17 avril 1970. Alors qu'il est encore à bord du USS Iwo Jima, le navire qui a récupéré l'équipage, le commandant James Lovell peut découvrir dans la presse d'Honolulu le récit de son sauvetage.

 
   
 
   

De la réalité à la fiction

 
    Le 8 novembre 1995, est sorti sur les écrans français le film Apollo 13, de Ron Howard, dont le scénario est directement inspiré du livre signé par Jim LovelI et Jeffrey Kluger, Apollo 13, perdus dans l'espace, récit minutieux de l'aventure. Le film connaît un immense succès aux États-Unis. Qu'en pensent les véritables acteurs de l'affaire ?  

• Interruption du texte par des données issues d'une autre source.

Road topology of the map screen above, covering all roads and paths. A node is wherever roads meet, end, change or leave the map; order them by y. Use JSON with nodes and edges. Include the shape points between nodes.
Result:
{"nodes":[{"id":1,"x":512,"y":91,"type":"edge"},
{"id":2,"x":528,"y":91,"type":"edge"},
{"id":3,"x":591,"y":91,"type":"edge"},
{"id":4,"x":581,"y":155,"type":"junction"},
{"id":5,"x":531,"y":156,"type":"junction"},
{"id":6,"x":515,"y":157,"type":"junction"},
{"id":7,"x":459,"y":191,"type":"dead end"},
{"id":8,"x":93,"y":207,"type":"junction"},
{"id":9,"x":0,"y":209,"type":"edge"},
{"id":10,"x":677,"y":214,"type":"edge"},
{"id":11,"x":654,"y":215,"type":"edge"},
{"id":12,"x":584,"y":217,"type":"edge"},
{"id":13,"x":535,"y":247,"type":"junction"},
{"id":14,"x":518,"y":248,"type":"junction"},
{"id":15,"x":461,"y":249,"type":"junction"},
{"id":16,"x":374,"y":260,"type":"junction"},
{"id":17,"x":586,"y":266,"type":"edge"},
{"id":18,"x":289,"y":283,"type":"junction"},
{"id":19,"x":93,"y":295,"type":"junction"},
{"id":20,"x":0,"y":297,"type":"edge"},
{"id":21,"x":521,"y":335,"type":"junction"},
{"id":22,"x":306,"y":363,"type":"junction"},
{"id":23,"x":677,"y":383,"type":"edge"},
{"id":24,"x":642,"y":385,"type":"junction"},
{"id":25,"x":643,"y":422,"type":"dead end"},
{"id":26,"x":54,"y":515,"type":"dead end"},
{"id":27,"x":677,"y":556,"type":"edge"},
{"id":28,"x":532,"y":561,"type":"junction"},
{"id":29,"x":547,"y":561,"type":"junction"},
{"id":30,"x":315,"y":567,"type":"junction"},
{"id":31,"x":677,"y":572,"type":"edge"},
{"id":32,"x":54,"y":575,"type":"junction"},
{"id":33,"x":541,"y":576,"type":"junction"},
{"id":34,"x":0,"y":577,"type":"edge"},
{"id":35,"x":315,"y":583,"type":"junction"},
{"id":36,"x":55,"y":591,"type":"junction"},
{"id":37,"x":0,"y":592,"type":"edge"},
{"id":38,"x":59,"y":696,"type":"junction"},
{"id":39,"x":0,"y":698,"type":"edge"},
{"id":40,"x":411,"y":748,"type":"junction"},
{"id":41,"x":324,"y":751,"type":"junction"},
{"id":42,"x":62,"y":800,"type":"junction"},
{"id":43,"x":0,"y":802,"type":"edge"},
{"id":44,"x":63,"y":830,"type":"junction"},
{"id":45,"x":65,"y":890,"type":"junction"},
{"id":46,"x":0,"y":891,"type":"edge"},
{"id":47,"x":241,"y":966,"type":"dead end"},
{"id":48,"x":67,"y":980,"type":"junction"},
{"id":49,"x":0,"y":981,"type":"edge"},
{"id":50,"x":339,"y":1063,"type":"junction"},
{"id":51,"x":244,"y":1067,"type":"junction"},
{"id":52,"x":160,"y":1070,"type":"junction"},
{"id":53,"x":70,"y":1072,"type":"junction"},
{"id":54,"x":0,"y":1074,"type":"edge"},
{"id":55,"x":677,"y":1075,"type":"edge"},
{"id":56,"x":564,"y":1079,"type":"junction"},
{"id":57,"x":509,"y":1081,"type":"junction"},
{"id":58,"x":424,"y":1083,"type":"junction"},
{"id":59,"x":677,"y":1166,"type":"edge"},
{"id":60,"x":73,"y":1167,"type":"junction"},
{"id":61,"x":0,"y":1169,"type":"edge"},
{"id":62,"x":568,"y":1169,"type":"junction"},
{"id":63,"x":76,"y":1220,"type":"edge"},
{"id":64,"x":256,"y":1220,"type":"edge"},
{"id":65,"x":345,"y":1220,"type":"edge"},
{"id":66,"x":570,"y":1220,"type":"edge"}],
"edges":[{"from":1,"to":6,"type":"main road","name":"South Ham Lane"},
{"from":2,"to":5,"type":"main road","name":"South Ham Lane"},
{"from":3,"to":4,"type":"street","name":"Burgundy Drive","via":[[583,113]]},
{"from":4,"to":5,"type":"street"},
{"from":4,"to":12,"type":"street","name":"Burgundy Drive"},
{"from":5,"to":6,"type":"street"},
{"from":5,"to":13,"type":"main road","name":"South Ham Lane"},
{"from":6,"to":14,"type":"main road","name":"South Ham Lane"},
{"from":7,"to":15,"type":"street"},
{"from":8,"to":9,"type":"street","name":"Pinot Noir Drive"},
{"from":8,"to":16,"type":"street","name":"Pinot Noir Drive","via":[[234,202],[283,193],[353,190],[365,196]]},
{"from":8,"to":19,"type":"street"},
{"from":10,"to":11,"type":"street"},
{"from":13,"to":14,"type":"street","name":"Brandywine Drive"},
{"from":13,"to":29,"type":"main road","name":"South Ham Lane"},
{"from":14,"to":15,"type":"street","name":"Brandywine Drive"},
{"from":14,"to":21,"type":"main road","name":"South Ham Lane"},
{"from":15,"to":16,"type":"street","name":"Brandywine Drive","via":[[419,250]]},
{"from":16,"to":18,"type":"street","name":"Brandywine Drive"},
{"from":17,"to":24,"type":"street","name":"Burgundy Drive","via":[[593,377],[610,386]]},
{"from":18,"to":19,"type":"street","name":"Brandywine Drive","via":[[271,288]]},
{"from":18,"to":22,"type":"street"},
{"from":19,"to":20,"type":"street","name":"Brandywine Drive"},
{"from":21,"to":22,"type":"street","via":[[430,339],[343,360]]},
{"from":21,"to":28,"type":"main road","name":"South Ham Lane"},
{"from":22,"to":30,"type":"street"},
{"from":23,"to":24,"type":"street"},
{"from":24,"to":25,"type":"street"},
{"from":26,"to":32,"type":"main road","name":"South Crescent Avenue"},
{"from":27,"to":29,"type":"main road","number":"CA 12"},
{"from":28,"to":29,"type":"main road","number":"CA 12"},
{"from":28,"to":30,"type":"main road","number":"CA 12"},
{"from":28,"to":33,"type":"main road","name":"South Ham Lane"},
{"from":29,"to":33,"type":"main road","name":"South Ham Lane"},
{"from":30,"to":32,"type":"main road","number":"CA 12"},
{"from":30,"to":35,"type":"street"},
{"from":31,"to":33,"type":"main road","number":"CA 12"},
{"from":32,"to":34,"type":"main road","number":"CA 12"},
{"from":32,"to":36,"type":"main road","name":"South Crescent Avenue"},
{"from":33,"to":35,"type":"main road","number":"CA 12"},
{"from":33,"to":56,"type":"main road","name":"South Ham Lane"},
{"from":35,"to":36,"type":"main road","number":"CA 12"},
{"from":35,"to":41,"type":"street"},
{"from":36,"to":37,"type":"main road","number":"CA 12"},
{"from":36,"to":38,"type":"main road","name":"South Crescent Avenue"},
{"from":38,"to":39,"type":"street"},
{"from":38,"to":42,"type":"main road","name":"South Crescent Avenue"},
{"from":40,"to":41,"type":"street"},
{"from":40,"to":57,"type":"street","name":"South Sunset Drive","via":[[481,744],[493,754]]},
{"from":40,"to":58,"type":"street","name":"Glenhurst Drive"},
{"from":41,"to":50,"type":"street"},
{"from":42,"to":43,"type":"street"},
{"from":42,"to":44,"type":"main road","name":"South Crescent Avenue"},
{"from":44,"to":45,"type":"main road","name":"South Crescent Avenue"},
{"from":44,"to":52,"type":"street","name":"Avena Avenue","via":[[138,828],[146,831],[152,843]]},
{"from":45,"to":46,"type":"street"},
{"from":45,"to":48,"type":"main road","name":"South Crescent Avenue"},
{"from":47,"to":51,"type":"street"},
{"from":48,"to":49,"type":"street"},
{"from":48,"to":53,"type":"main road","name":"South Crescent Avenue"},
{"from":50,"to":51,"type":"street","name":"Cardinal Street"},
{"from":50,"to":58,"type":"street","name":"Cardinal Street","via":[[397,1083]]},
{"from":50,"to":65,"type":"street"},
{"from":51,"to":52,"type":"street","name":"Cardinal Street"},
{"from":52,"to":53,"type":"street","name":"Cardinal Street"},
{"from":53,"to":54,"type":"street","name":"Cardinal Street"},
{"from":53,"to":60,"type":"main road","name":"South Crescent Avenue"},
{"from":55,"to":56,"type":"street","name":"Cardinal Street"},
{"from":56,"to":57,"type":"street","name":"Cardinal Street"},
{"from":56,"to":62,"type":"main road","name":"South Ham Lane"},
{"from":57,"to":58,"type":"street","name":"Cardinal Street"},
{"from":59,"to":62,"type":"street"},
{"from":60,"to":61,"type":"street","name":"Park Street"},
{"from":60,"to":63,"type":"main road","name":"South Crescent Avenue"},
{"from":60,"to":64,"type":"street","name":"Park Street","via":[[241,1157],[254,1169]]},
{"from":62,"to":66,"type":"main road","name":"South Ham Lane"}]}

    Dans l'une des scènes les plus dramatiques du film, Tom Hanks/Jim Lovell, aux prises avec un module lunaire accidenté, tente une délicate correction de trajectoire. Et l'on voit le vaisseau filer littéralement le long de sa trajectoire, tout droit vers la planète Terre. Erreur, note le commandant Jim Lovell : "Tout au long de cette scène, l'allumage se fait dans la mauvaise direction ! En fait, il devait se faire perpendiculairement à la trajectoire !" C'est à ses yeux l'une des séquences les moins abouties techniquement dans un film dont il est tout de même "très satisfait, compte tenu de ce que Ron Howard a pu faire en deux heures et quinze minutes !  

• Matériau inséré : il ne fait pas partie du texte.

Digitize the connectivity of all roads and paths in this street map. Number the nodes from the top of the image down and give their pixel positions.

    Lovell est le co-auteur du livre dont le film est tiré et n'est certes peut-être pas tou à fait objectif vu l'énorme succès que le film a rencontré aux Etats-Unis. Il n'empêche que Apollo 13 a été presque unanimement salué par les ingénieurs de l'agence spatiale américaine, anciens comme actuels. Ainsi, pour Glynn Lunney, l'ex-directeur de vol qui contribua à ramener la mission Apollo 13 sur Terre, Howard et ses collaborateurs "ont abordé l'histoire avec une honnêteté réelle. Je crois qu'ils ont fait honneur à tous ceux qui ont participé à la mission." Avant d'avoir vu le film, John Aaron, le légendaire contrôleur de vol grâce à qui le module de commande d'Apollo 13 a pu être réactivé avant sa rentrée atmosphérique, jurait ne pas avoir "trouvé un seul film qui se déroule dans l'espace et qui soit autre chose qu'une vaste idiotie". Mais "Apollo 13 rend bien, en deux heures, l'exaltation de la mission", avoue-t-il aujourd'hui. Seul bémol dans ce concert d'acclamations : Christopher Kraft, l'actuel directeur-adjoint du centre spatial Johnson à Houston, qui c'est refusé à voir le film. "Dans mon souvenir, la mission fut sans aucun doute un merveilleur exemple de travail d'équipe et de ce que les êtres humains peuvent accomplir sous pression. Mais ce ne fut certainement pas aussi théâtral que ce que les vrais protagonistes - ceux de la Nasa, pas ceux du film - veulent aujourd'hui nous faire croire."